On Mon, 15 Apr 2024 16:02:02 +0100,
Fuad Tabba <tabba@google.com> wrote:
> 
> Hi Marc,
> 
> On Mon, Apr 15, 2024 at 12:36 PM Marc Zyngier <maz@kernel.org> wrote:
> >
> > On Wed, 27 Mar 2024 17:34:54 +0000,
> > Fuad Tabba <tabba@google.com> wrote:
> > >
> > > From: Will Deacon <will@kernel.org>
> > >
> > > Typically, TLB invalidation of guest stage-2 mappings using nVHE is
> > > performed by a hypercall originating from the host.
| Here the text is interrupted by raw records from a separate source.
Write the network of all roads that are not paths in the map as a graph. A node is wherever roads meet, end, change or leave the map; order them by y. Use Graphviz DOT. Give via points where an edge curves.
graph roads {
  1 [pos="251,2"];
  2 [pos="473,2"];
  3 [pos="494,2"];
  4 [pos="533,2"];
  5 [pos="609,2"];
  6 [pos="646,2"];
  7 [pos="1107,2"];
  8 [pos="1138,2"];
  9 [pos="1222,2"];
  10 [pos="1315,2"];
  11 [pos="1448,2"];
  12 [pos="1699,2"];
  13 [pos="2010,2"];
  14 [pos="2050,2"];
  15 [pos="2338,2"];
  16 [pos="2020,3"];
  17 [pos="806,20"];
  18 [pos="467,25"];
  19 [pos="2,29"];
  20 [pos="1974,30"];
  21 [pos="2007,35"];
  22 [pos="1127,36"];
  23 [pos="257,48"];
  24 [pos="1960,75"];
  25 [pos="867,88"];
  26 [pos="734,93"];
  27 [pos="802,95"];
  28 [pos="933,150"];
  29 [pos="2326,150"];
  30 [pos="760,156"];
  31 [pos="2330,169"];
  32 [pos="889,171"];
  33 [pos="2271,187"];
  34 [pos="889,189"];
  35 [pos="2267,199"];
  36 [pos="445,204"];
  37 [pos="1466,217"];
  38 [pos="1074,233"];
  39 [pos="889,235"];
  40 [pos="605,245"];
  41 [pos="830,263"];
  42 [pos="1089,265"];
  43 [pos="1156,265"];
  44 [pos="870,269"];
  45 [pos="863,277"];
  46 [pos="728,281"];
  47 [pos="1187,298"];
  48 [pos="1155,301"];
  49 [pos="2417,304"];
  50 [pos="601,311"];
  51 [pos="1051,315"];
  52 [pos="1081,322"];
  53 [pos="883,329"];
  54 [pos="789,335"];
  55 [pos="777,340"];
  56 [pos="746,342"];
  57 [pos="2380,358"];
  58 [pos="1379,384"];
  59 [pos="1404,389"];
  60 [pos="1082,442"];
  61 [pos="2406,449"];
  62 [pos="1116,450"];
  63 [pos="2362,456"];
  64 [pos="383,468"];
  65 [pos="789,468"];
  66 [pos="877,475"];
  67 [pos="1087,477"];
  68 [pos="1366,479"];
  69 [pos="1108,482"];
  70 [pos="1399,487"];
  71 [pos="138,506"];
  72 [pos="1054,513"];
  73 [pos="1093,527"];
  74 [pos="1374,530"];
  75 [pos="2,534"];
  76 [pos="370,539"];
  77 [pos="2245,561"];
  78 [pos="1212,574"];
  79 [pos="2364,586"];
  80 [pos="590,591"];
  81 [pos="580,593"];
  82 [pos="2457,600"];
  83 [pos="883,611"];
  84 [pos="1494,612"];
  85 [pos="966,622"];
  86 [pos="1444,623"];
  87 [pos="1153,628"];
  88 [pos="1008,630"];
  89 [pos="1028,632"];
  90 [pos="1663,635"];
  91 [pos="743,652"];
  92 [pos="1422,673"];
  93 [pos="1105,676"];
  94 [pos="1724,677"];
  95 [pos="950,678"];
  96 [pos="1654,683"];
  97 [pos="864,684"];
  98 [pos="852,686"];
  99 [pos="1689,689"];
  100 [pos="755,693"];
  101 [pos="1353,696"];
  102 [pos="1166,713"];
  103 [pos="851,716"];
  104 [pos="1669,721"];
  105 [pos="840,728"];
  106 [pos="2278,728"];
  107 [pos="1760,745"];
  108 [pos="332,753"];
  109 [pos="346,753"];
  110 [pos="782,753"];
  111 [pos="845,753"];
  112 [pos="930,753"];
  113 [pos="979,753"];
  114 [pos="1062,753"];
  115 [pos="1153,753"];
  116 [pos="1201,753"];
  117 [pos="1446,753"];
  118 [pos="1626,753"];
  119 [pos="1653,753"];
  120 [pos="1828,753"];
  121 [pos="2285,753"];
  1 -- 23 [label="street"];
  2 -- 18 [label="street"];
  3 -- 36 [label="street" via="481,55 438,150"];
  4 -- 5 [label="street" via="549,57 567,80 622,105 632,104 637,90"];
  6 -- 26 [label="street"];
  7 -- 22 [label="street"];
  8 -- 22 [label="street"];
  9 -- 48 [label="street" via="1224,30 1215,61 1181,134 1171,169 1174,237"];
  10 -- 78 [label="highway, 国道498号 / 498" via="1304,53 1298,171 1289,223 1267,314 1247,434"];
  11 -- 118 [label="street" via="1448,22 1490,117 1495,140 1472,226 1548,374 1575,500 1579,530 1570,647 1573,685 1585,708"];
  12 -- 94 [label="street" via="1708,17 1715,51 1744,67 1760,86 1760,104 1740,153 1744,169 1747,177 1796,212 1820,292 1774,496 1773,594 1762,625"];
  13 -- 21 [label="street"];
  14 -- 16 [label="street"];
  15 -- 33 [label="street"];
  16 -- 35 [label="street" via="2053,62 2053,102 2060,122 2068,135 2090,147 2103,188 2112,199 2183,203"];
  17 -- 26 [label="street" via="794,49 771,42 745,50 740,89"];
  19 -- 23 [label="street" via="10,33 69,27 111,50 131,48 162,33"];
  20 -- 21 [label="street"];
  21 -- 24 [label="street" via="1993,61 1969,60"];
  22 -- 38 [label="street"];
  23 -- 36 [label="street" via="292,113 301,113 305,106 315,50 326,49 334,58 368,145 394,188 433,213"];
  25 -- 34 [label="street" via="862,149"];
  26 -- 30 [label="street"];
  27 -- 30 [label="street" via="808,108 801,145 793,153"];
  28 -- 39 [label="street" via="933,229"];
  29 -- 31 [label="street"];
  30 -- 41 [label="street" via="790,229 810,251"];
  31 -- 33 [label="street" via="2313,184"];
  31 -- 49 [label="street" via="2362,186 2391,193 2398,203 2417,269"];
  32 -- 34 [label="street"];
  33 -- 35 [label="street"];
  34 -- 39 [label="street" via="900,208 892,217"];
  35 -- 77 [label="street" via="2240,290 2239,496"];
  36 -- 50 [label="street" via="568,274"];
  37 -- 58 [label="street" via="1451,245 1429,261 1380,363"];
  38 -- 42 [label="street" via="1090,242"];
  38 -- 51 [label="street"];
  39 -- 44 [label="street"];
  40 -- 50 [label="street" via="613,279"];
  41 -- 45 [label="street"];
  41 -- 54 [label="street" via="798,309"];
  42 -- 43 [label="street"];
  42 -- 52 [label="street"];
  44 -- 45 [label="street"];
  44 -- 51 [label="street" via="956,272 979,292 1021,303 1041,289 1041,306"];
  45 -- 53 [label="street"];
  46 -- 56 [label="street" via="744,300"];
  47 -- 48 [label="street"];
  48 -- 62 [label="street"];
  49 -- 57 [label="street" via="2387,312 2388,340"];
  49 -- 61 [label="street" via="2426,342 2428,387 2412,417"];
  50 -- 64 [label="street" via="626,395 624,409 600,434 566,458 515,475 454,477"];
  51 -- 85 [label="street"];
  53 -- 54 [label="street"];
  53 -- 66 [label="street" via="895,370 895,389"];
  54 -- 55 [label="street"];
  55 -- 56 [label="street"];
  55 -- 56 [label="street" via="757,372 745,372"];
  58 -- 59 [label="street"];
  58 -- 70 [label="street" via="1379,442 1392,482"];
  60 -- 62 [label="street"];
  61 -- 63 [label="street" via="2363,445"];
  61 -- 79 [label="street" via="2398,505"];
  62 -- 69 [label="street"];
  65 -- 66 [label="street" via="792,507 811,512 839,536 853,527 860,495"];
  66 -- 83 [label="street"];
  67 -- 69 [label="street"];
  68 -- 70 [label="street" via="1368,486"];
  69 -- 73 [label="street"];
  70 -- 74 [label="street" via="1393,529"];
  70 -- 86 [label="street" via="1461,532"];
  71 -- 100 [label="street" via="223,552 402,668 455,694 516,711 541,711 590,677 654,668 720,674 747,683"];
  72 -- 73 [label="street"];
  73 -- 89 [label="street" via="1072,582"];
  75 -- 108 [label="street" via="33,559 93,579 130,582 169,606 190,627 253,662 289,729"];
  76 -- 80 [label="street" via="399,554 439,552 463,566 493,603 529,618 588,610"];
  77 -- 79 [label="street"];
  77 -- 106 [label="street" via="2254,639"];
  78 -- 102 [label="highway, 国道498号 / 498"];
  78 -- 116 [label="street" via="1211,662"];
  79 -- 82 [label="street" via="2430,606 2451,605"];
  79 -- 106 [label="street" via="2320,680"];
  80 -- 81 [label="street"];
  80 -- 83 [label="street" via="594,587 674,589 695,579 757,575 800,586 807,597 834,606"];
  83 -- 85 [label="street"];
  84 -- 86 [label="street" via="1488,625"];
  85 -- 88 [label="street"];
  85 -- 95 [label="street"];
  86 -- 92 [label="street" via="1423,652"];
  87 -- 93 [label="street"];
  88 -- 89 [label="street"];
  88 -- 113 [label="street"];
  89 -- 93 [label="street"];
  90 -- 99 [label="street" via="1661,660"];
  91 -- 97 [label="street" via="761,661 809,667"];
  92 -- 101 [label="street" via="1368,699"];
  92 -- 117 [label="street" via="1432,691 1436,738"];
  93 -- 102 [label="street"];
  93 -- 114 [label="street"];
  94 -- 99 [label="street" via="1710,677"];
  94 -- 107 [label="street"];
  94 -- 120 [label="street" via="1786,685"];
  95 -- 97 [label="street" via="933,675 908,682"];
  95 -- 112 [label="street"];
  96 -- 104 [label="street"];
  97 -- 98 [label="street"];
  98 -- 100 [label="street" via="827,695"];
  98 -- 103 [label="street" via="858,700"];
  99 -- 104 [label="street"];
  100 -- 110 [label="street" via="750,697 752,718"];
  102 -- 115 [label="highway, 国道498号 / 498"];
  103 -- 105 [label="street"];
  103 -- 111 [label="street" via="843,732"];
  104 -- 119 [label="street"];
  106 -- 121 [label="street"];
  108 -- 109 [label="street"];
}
For the invalidation
> > > instruction to be effective, therefore, __tlb_switch_to_{guest,host}()
> > > swizzle the active stage-2 context around the TLBI instruction.
> > >
> > > With guest-to-host memory sharing and unsharing hypercalls
> > > originating from the guest under pKVM, there is need to support
> > > both guest and host VMID invalidations issued from guest context.
> > >
> > > Replace the __tlb_switch_to_{guest,host}() functions with a more general
> > > {enter,exit}_vmid_context() implementation which supports being invoked
> > > from guest context and acts as a no-op if the target context matches the
> > > running context.
> > >
> > > Signed-off-by: Will Deacon <will@kernel.org>
> > > Signed-off-by: Fuad Tabba <tabba@google.com>
> > > ---
> > >  arch/arm64/kvm/hyp/nvhe/tlb.c | 114 +++++++++++++++++++++++++++-------
> > >  1 file changed, 90 insertions(+), 24 deletions(-)
> > >
> > > diff --git a/arch/arm64/kvm/hyp/nvhe/tlb.c b/arch/arm64/kvm/hyp/nvhe/tlb.c
> > > index a60fb13e2192..05a66b2ed76d 100644
> > > --- a/arch/arm64/kvm/hyp/nvhe/tlb.c
> > > +++ b/arch/arm64/kvm/hyp/nvhe/tlb.c
> > > @@ -11,13 +11,23 @@
> > >  #include <nvhe/mem_protect.h>
> > >
> > >  struct tlb_inv_context {
> > > -     u64             tcr;
> > > +     struct kvm_s2_mmu       *mmu;
> > > +     u64                     tcr;
> > > +     u64                     sctlr;
> > >  };
> > >
> > > -static void __tlb_switch_to_guest(struct kvm_s2_mmu *mmu,
> > > -                               struct tlb_inv_context *cxt,
> > > -                               bool nsh)
> > > +static void enter_vmid_context(struct kvm_s2_mmu *mmu,
> > > +                            struct tlb_inv_context *cxt,
> > > +                            bool nsh)
> > >  {
> > > +     struct kvm_s2_mmu *host_s2_mmu = &host_mmu.arch.mmu;
> > > +     struct kvm_cpu_context *host_ctxt;
> > > +     struct kvm_vcpu *vcpu;
> > > +
> > > +     host_ctxt = &this_cpu_ptr(&kvm_host_data)->host_ctxt;
> > > +     vcpu = host_ctxt->__hyp_running_vcpu;
> > > +     cxt->mmu = NULL;
> > > +
> > >       /*
> > >        * We have two requirements:
> > >        *
> > > @@ -40,20 +50,52 @@ static void __tlb_switch_to_guest(struct kvm_s2_mmu *mmu,
> > >       else
> > >               dsb(ish);
> > >
> > > +     /*
> > > +      * If we're already in the desired context, then there's nothing
> > > +      * to do.
> > > +      */
> > > +     if (vcpu) {
> > > +             /* We're in guest context */
> > > +             if (mmu == vcpu->arch.hw_mmu || WARN_ON(mmu != host_s2_mmu))
> > > +                     return;
> >
> > I'm a bit concerned about this one, not so much for what it does, but
> > because it outlines an inconsistency we have.
> >
> > Under memory pressure, we can end-up unmapping a page via the MMU
> > notifiers, and will provide a s2_mmu context for the TLBI. This can
> > happen while *another* context is loaded (a vcpu from a different VM)
> > and that vcpu faults.
> >
> > You'd end up with a scenario very similar to the one I debugged here:
> >
> > https://lore.kernel.org/kvmarm/86y1gfn67v.wl-maz@kernel.org
> >
> > Now, this doesn't break here because __hyp_running_vcpu is set to NULL
> > on each exit from the HYP code. But that only happens on nVHE, and not
> > on VHE, which bizarrely only sets this on entry and leaves a dangling
> > pointer...
> >
> > I think we need to clarify how and when this pointer is considered
> > valid.
> 
> Right.  I'll add the patch to fix the dangling pointer in VHE. Should
> I add a comment about the validity of the pointer where it's defined
> as well?

Don't bother with the VHE bit, I'm already on it (moving it all the
way to load/put for consistency), and I'm currently testing the hack.

But adding a comment explaining that this plays the role of
kvm_get_current_vcpu() and that it is only valid from within
__kvm_vcpu_run() would be great.

Thanks,

	M.

-- 
Without deviation from the norm, progress is not possible.